O diagnóstico definitivo é apenas feito através da avaliação anatomo-patológica
da peça operatória, pois as biópsias da mucosa são persistentemente
inconclusivas1,2.
O diagnóstico histológico fundamenta-se na detecção de lesões vasculares em
veias de médio calibre, pelo que são habitualmente identificadas em veias da
submucosa e da subserosa. As colorações histoquímicas para as fibras elásticas
são úteis na caracterização dos vasos afectados, mostrando que não há
atingimento da parede das artérias. As lesões observadas dependem do tempo de
evolução da doença
1,5,8
. Nas lesões mais precoces predominam os fenómenos inflamatórios, com
infiltrado inflamatório na parede das veias, constituído essencialmente por
linfócitos T citotóxicos, podendo também ser identificados linfócitos B,
neutrófilos e células gigantes. Estas lesões podem ser acompanhadas de
vasculite necrotizante. Nas lesões com maior tempo de evolução, predominam os
fenómenos de trombose e recanalização ou hiperplasia mioíntima da parede das
veias. Não é necessário estar presente todo o tipo de lesões para o
diagnóstico. Estas lesões condicionam um espessamento da parede e necrose
isquémica na mucosa com ulcerações.
Todas estas alterações histológicas podem atingir ambas as veias mesentéricas,
pelo que pode haver envolvimento do delgado e do cólon, embora este último seja
o mais atingido, sem predomínio de nenhum segmento2,5. Casos isolados reportam
flebites da vesícula e do omento5.
O diagnóstico diferencial deverá ter em conta outras vasculites que atingem o
tracto gastrointestinal, como doença inflamatória intestinal, vasculites
sistémicas (lúpus eritematoso sistémico, doença de Behçet, síndrome de Churg-
Strauss, doença de Buerger, artrite reumatóide) assim como trombofilias
herdadas ou adquiridas e hemoglobinúria paroxistica nocturna, situações que
foram afastadas no caso relatado através da história clínica apurada e exames
laboratoriais, que não apontavam para nenhuma outra patologia secundária3. Por
exemplo, devemos interrogar-nos sobre a possibilidade deste diagnóstico numa
doença de Crohn que não responde ao tratamento médico convencional.
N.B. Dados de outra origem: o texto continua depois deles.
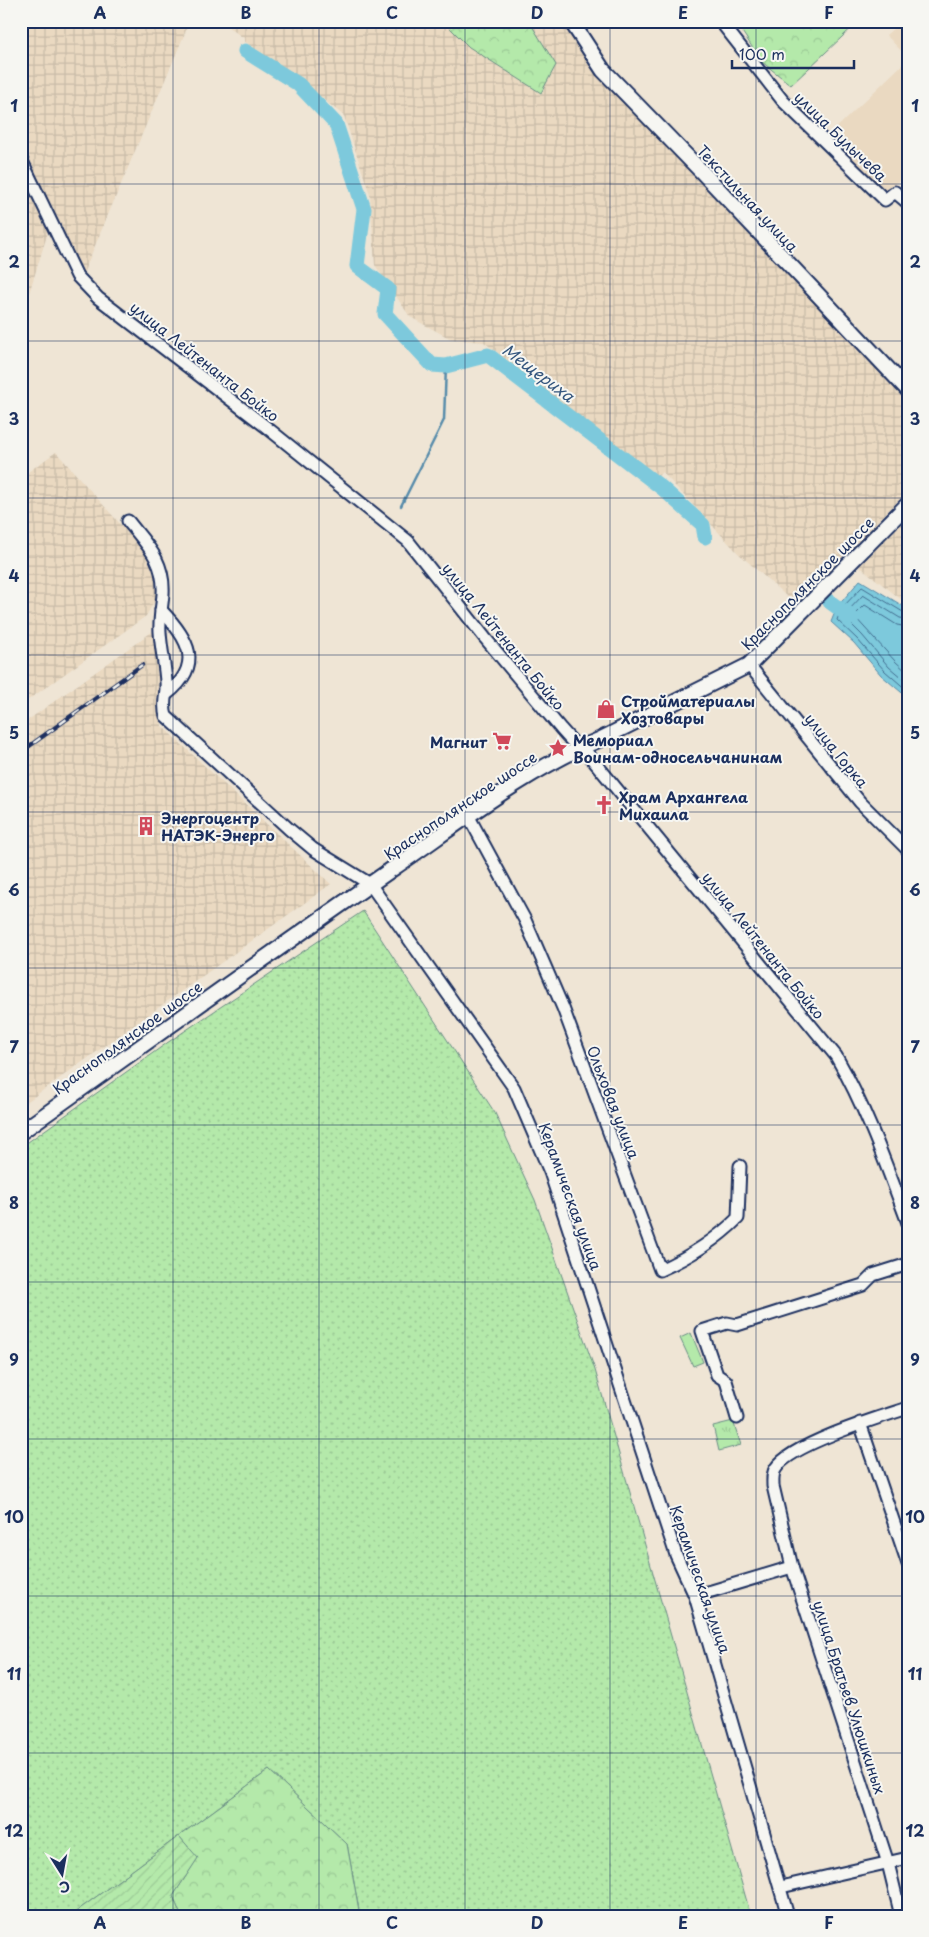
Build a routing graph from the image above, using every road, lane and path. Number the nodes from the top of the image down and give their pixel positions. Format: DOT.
graph roads {
  1 [pos="571,21"];
  2 [pos="721,22"];
  3 [pos="21,159"];
  4 [pos="908,203"];
  5 [pos="908,390"];
  6 [pos="908,504"];
  7 [pos="128,521"];
  8 [pos="161,610"];
  9 [pos="749,665"];
  10 [pos="167,694"];
  11 [pos="578,748"];
  12 [pos="468,817"];
  13 [pos="908,850"];
  14 [pos="370,884"];
  15 [pos="21,1132"];
  16 [pos="740,1166"];
  17 [pos="908,1223"];
  18 [pos="908,1264"];
  19 [pos="908,1408"];
  20 [pos="737,1418"];
  21 [pos="860,1423"];
  22 [pos="908,1564"];
  23 [pos="792,1567"];
  24 [pos="694,1596"];
  25 [pos="908,1858"];
  26 [pos="888,1863"];
  27 [pos="781,1887"];
  28 [pos="788,1916"];
  29 [pos="901,1916"];
  1 -- 5 [label="main road, Текстильная улица"];
  2 -- 4 [label="street, улица Булычева"];
  3 -- 11 [label="street, улица Лейтенанта Бойко"];
  6 -- 9 [label="main road, Краснополянское шоссе"];
  7 -- 8 [label="street, Керамическая улица"];
  8 -- 10 [label="street, Керамическая улица"];
  8 -- 10 [label="street"];
  9 -- 11 [label="main road, Краснополянское шоссе"];
  9 -- 13 [label="street, улица Горка"];
  10 -- 14 [label="street, Керамическая улица"];
  11 -- 12 [label="main road, Краснополянское шоссе"];
  11 -- 17 [label="street, улица Лейтенанта Бойко"];
  12 -- 14 [label="main road, Краснополянское шоссе"];
  12 -- 16 [label="street, Ольховая улица"];
  14 -- 15 [label="main road, Краснополянское шоссе"];
  14 -- 24 [label="street, Керамическая улица"];
  18 -- 20 [label="street"];
  19 -- 21 [label="street"];
  21 -- 22 [label="street"];
  21 -- 23 [label="street, улица Братьев Улюшкиных"];
  23 -- 24 [label="street"];
  23 -- 26 [label="street, улица Братьев Улюшкиных"];
  24 -- 27 [label="street, Керамическая улица"];
  25 -- 26 [label="street"];
  26 -- 27 [label="street"];
  26 -- 29 [label="street, улица Братьев Улюшкиных"];
  27 -- 28 [label="street, Керамическая улица"];
}
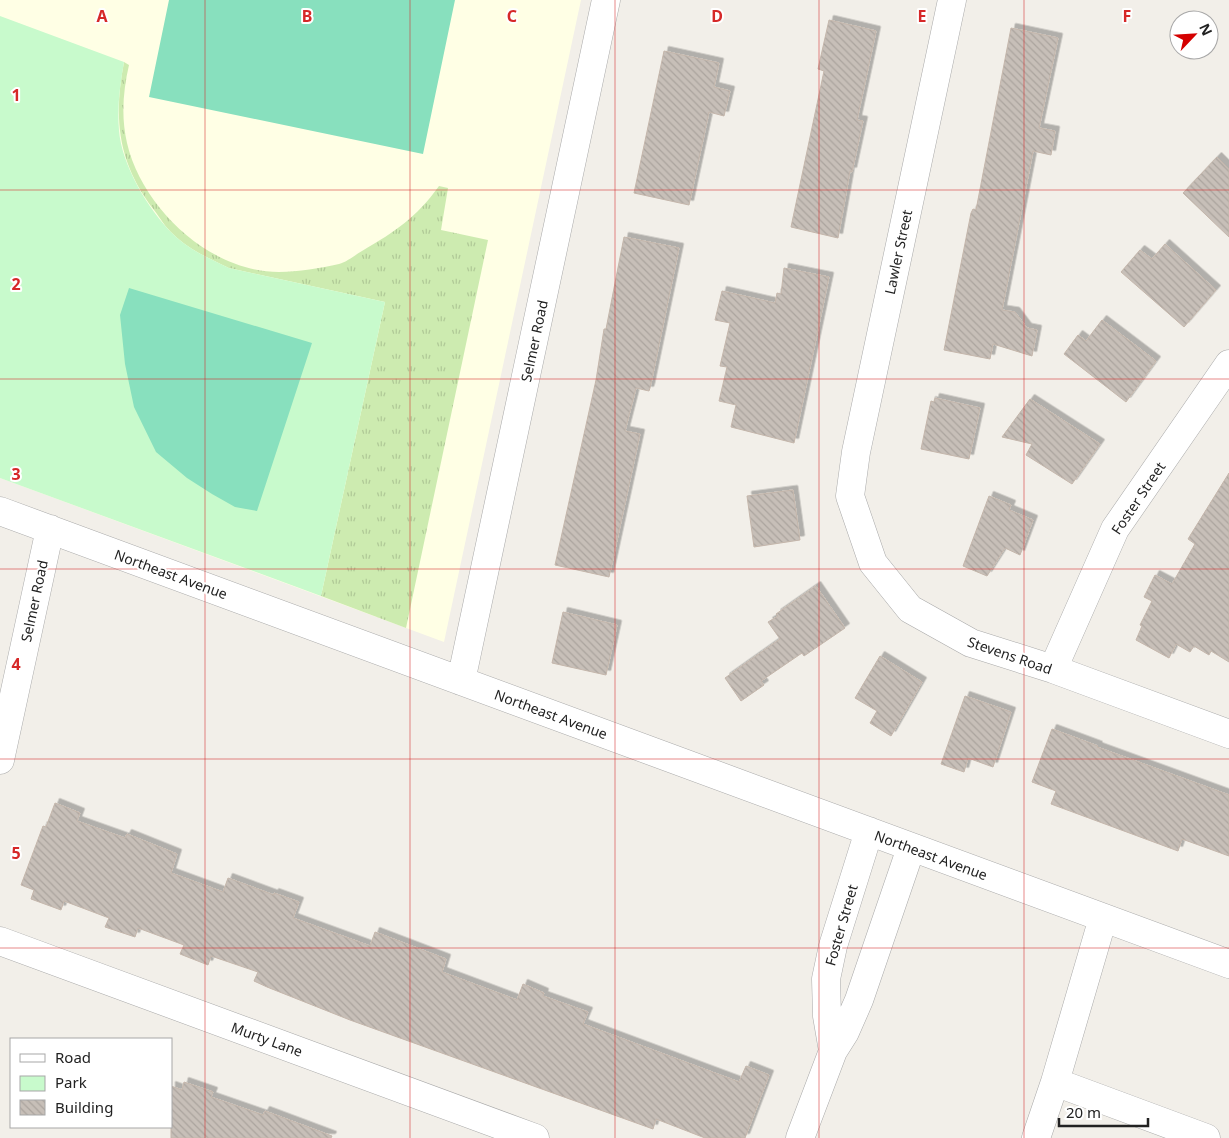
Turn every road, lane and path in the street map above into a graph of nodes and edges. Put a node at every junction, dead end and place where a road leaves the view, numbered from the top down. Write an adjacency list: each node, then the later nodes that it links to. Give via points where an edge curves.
1 (606, 0): 8 (street, Selmer Road)
2 (952, 0): 4 (street, Lawler Street, via 856,452 850,496)
3 (1229, 364): 7 (street, Foster Street, via 1115,529)
4 (853, 503): 7 (street, Stevens Road, via 873,562 910,609 971,643)
5 (0, 511): 6 (street, Northeast Avenue)
6 (50, 529): 8 (street, Northeast Avenue); 10 (street, Selmer Road)
7 (1053, 669): 9 (street, Stevens Road)
8 (461, 681): 11 (street, Northeast Avenue)
9 (1229, 734)
10 (0, 760)
11 (869, 832): 12 (street, Northeast Avenue); 16 (street, Foster Street, via 833,946 826,979 827,1016)
12 (910, 848): 13 (street, Northeast Avenue); 16 (street, via 859,1000)
13 (1103, 918): 15 (street, Northeast Avenue); 17 (street)
14 (0, 941): 18 (street, Murty Lane)
15 (1229, 964)
16 (833, 1051): 19 (street)
17 (1055, 1082): 20 (street); 21 (street)
18 (535, 1138)
19 (800, 1138)
20 (1036, 1138)
21 (1206, 1138)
Tal como este doente, todos os casos já anteriormente descritos se mostraram
refractários à terapêutica conservadora, não existindo actualmente nenhum
fármaco que reverta as lesões, embora possam diminuir a sua progressão e evitar
ressecções mais extensas
1,9,10
. Os sintomas persistentes obrigaram a exploração cirúrgica em todos os
doentes, com ressecção do segmento atingido.
Pouco se conhece acerca da história natural da doença, mas os casos relatados
na literatura, tal como este, evoluíram favoravelmente, sendo rara a recidiva
ou necessidade de reintervenção cirúrgica
1,11
. O único caso descrito na literatura com recidiva, que obrigou a reintervenção
cirúrgica após 15 meses, apresentava lesões de flebite microscópica nas margens
de ressecção da primeira peça operatória1,10. Não se preconiza nenhum tipo de
terapêutica profilática no pós-operatório, nomeadamente corticosteróides,
anticoagulantes, etc
12
.
CONCLUSÕES
A doença inflamatória venooclusiva mesentérica representa uma causa rara de
isquemia intestinal, de etiologia desconhecida, afectando exclusivamente as
veias mesentéricas e suas tributárias. Origina quadro clínico, endoscópico e
imagiológico que pode simular outras patologias, nomeadamente neoplasias ou
doença inflamatória intestinal. O tratamento cirúrgico é essencial, com
ressecção segmentar do intestino atingido, sendo o diagnóstico definitivo
apenas estabelecido com o estudo anatomopatológico da peça operatória. Uma vez
estabelecido o diagnóstico é necessário vigilância dos doentes, apesar do
prognóstico favorável e rara recorrência.